Report every line of the records that includes the word "graph".

◆ ◆ ◆ ◆ ◆

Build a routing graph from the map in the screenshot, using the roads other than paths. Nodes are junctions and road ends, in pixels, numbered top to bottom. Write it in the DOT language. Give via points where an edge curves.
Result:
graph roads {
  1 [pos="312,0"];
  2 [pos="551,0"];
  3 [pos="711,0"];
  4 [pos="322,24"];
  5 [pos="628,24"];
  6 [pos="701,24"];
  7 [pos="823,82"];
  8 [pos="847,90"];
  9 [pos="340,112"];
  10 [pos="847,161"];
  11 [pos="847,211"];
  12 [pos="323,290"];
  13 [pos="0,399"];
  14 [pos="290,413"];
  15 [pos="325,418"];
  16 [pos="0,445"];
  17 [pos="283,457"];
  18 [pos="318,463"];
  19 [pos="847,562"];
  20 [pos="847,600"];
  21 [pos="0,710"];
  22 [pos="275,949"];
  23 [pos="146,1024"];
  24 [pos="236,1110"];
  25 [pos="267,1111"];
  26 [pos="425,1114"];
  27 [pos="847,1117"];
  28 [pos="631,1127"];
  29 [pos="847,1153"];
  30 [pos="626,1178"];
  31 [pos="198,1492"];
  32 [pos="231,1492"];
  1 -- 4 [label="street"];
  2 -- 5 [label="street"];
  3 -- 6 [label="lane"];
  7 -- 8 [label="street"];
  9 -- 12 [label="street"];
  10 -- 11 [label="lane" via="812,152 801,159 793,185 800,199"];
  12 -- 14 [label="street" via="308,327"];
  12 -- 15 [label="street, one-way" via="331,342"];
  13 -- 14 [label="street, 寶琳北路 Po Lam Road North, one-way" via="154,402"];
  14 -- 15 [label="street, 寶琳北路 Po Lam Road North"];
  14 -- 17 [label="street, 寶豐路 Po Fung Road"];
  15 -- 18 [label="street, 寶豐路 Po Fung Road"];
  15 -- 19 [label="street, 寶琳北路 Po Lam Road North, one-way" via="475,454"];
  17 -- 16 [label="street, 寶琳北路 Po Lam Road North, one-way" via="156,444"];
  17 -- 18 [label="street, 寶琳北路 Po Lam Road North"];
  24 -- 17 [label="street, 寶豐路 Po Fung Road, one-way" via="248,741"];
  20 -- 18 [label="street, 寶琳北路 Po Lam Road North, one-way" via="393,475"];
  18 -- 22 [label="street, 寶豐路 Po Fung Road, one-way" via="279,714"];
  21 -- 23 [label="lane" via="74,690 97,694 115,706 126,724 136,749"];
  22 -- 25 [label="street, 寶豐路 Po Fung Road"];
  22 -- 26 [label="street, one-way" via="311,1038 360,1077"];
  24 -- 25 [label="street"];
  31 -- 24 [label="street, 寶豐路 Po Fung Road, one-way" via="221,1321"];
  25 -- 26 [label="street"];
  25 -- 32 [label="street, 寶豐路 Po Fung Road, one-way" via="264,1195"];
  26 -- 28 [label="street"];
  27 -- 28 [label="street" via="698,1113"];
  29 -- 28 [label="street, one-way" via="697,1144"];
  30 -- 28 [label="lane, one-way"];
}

◆ ◆ ◆ ◆ ◆

:: Solution to the problem ::
Build a routing graph from the map in the screenshot, using the roads other than paths. Nodes are junctions and road ends, in pixels, numbered top to bottom. Write it in the DOT language. Give via points where an edge curves.
graph roads {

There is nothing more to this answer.